Pay No Attention to the Server Behind the Proxy: Mapping FinFisher’s Continuing Proliferation

Citizen Lab

Executive Summary

FinFisher is a sophisticated computer spyware suite, written by Munich-based FinFisher GmbH, and sold exclusively to governments for intelligence and law enforcement purposes.  Although marketed as a tool for fighting crime,1 the spyware has been involved in a number of high-profile surveillance abuses.  Between 2010 and 2012, Bahrain’s government used FinFisher to monitor some of the country’s top law firms, journalists, activists, and opposition political leaders.2  Ethiopian dissidents in exile in the United Kingdom3 and the United States4 have also been infected with FinFisher spyware.

In 2012 and 2013, Citizen Lab researchers and collaborators,5 published several reports analyzing FinFisher spyware, and conducted scanning that identified FinFisher command and control (C&C) servers in a number of countries.  In our previous research, we were not yet able to differentiate between FinFisher anonymizing proxies and master servers, a distinction that we make in this work.

When a government entity purchases FinFisher spyware, they receive a FinSpy Master—a C&C server that is installed on the entity’s premises.6  The entity may then set up anonymizing proxies (also referred to as “proxies” or “FinSpy Relays” in the FinFisher documentation), to obscure the location of their master.  Infected computers communicate with the anonymizing proxy, which is “usually”7 set up on a Virtual Private Server (VPS) provider in a third country.  The proxy then forwards communications between a victim’s computer and the Master server.

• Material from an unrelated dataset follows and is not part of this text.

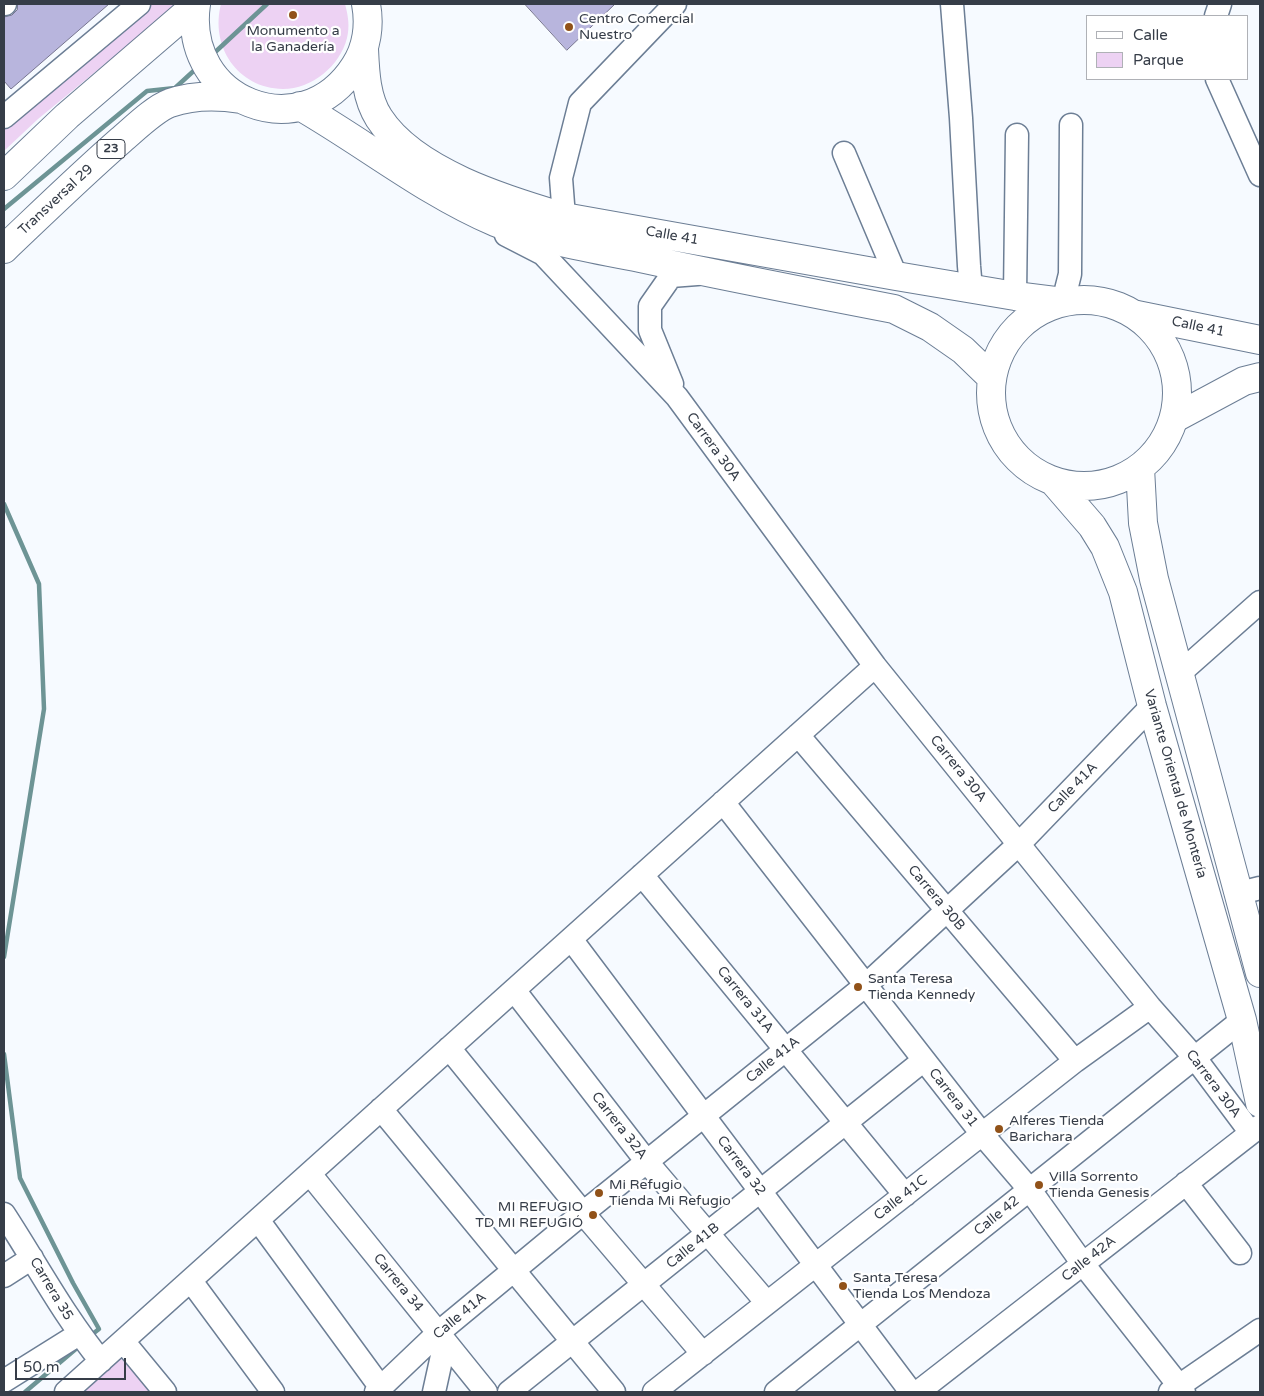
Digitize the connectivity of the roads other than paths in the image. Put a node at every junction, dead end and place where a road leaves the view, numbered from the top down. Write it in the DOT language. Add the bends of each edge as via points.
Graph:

We first describe how we scanned the Internet for FinFisher servers and distinguished masters from proxies (Part 1: Fishing for FinFisher).  We then outline our findings regarding 32 governments and 10 specific government entities that we believe are using FinFisher (Part 2: Country Findings).  Finally, we highlight several cases that illuminate connections between different threat actors (Part 3: A Deeper Analysis of Several Cases), before concluding (Conclusion).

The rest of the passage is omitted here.